## [Task input]
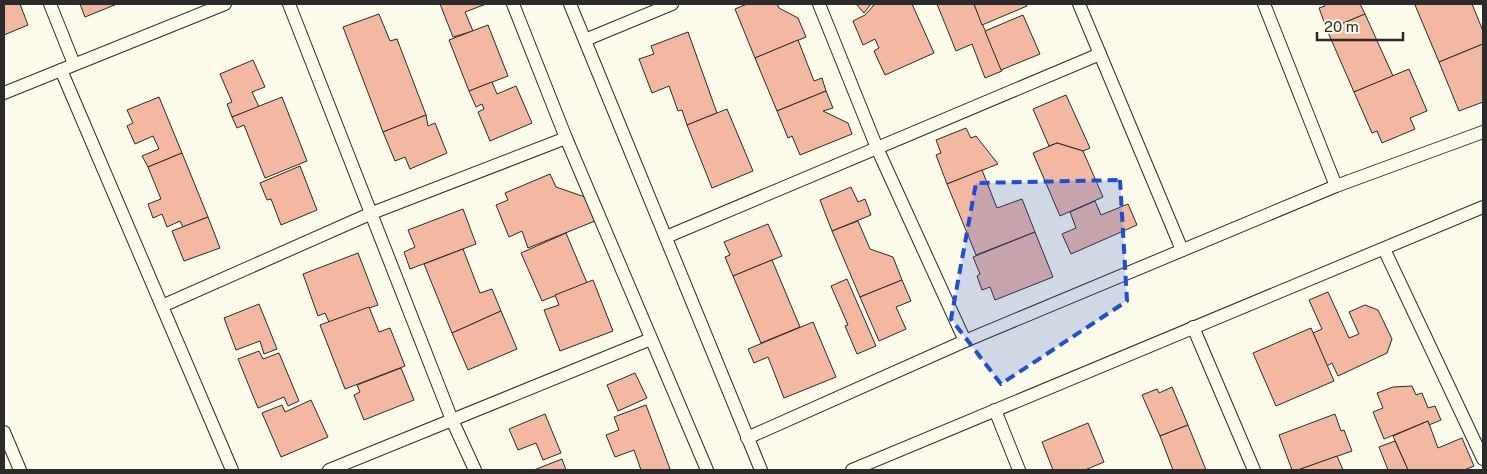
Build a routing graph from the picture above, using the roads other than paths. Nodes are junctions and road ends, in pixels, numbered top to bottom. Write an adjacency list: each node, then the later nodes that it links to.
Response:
1 (50, 4): 12 (lane)
2 (225, 4): 12 (lane)
3 (289, 4): 20 (lane)
4 (513, 4): 16 (lane)
5 (570, 4): 10 (lane)
6 (672, 4): 10 (lane)
7 (819, 4): 17 (lane)
8 (1079, 4): 11 (lane)
9 (1264, 4): 18 (lane)
10 (585, 40): 21 (lane)
11 (1100, 54): 17 (lane); 23 (lane)
12 (74, 64): 13 (lane)
13 (61, 70): 14 (lane); 24 (lane)
14 (4, 93)
15 (1483, 132): 18 (lane)
16 (566, 138): 20 (lane); 26 (lane)
17 (876, 148): 21 (lane); 27 (lane)
18 (1336, 186): 23 (lane)
19 (1483, 207): 22 (lane)
20 (372, 214): 24 (lane); 29 (lane)
21 (666, 236): 31 (lane)
22 (1384, 249): 25 (lane); 32 (lane)
23 (1182, 250): 27 (lane)
24 (162, 306): 34 (lane)
25 (1193, 327): 28 (lane); 41 (lane)
26 (651, 339): 29 (lane); 37 (lane)
27 (965, 341): 31 (lane)
28 (995, 410): 39 (lane); 40 (lane)
29 (452, 420): 35 (lane); 36 (lane)
30 (4, 432): 33 (lane)
31 (747, 438): 38 (lane)
32 (1483, 459)
33 (20, 470)
34 (232, 470)
35 (329, 470)
36 (475, 470)
37 (707, 470)
38 (761, 470)
39 (852, 470)
40 (1019, 470)
41 (1254, 470)

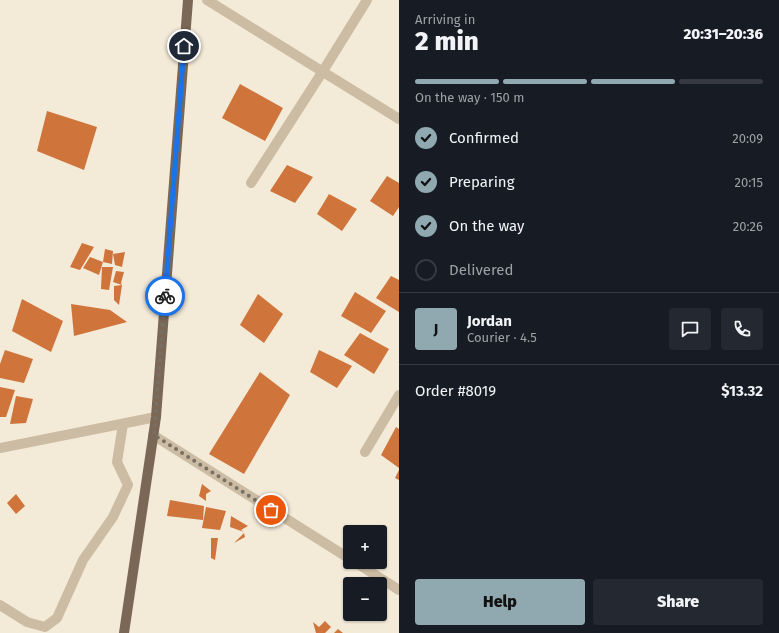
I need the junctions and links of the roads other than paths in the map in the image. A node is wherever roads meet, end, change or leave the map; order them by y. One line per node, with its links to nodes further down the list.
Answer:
1 (188, 0): 8 (main road)
2 (207, 0): 4 (street)
3 (367, 0): 4 (street)
4 (323, 71): 5 (street); 6 (street)
5 (399, 119)
6 (250, 183)
7 (399, 395): 12 (street)
8 (156, 417): 9 (street); 10 (main road)
9 (123, 424): 11 (street); 16 (street)
10 (154, 435): 13 (street); 17 (main road)
11 (0, 448)
12 (365, 452)
13 (343, 555)
14 (366, 569): 15 (street)
15 (399, 590)
16 (0, 605)
17 (124, 633)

## [Exercise brief]
Verbatim repeat, images removed: give each entry again exactly as it reads.

## [Response to the task]
Build a routing graph from the picture above, using the roads other than paths. Nodes are junctions and road ends, in pixels, numbered top to bottom. Write an adjacency list: each node, then the later nodes that it links to.
Response:
1 (50, 4): 12 (lane)
2 (225, 4): 12 (lane)
3 (289, 4): 20 (lane)
4 (513, 4): 16 (lane)
5 (570, 4): 10 (lane)
6 (672, 4): 10 (lane)
7 (819, 4): 17 (lane)
8 (1079, 4): 11 (lane)
9 (1264, 4): 18 (lane)
10 (585, 40): 21 (lane)
11 (1100, 54): 17 (lane); 23 (lane)
12 (74, 64): 13 (lane)
13 (61, 70): 14 (lane); 24 (lane)
14 (4, 93)
15 (1483, 132): 18 (lane)
16 (566, 138): 20 (lane); 26 (lane)
17 (876, 148): 21 (lane); 27 (lane)
18 (1336, 186): 23 (lane)
19 (1483, 207): 22 (lane)
20 (372, 214): 24 (lane); 29 (lane)
21 (666, 236): 31 (lane)
22 (1384, 249): 25 (lane); 32 (lane)
23 (1182, 250): 27 (lane)
24 (162, 306): 34 (lane)
25 (1193, 327): 28 (lane); 41 (lane)
26 (651, 339): 29 (lane); 37 (lane)
27 (965, 341): 31 (lane)
28 (995, 410): 39 (lane); 40 (lane)
29 (452, 420): 35 (lane); 36 (lane)
30 (4, 432): 33 (lane)
31 (747, 438): 38 (lane)
32 (1483, 459)
33 (20, 470)
34 (232, 470)
35 (329, 470)
36 (475, 470)
37 (707, 470)
38 (761, 470)
39 (852, 470)
40 (1019, 470)
41 (1254, 470)

I need the junctions and links of the roads other than paths in the map in the image. A node is wherever roads meet, end, change or leave the map; order them by y. One line per node, with its links to nodes further down the list.
Answer:
1 (188, 0): 8 (main road)
2 (207, 0): 4 (street)
3 (367, 0): 4 (street)
4 (323, 71): 5 (street); 6 (street)
5 (399, 119)
6 (250, 183)
7 (399, 395): 12 (street)
8 (156, 417): 9 (street); 10 (main road)
9 (123, 424): 11 (street); 16 (street)
10 (154, 435): 13 (street); 17 (main road)
11 (0, 448)
12 (365, 452)
13 (343, 555)
14 (366, 569): 15 (street)
15 (399, 590)
16 (0, 605)
17 (124, 633)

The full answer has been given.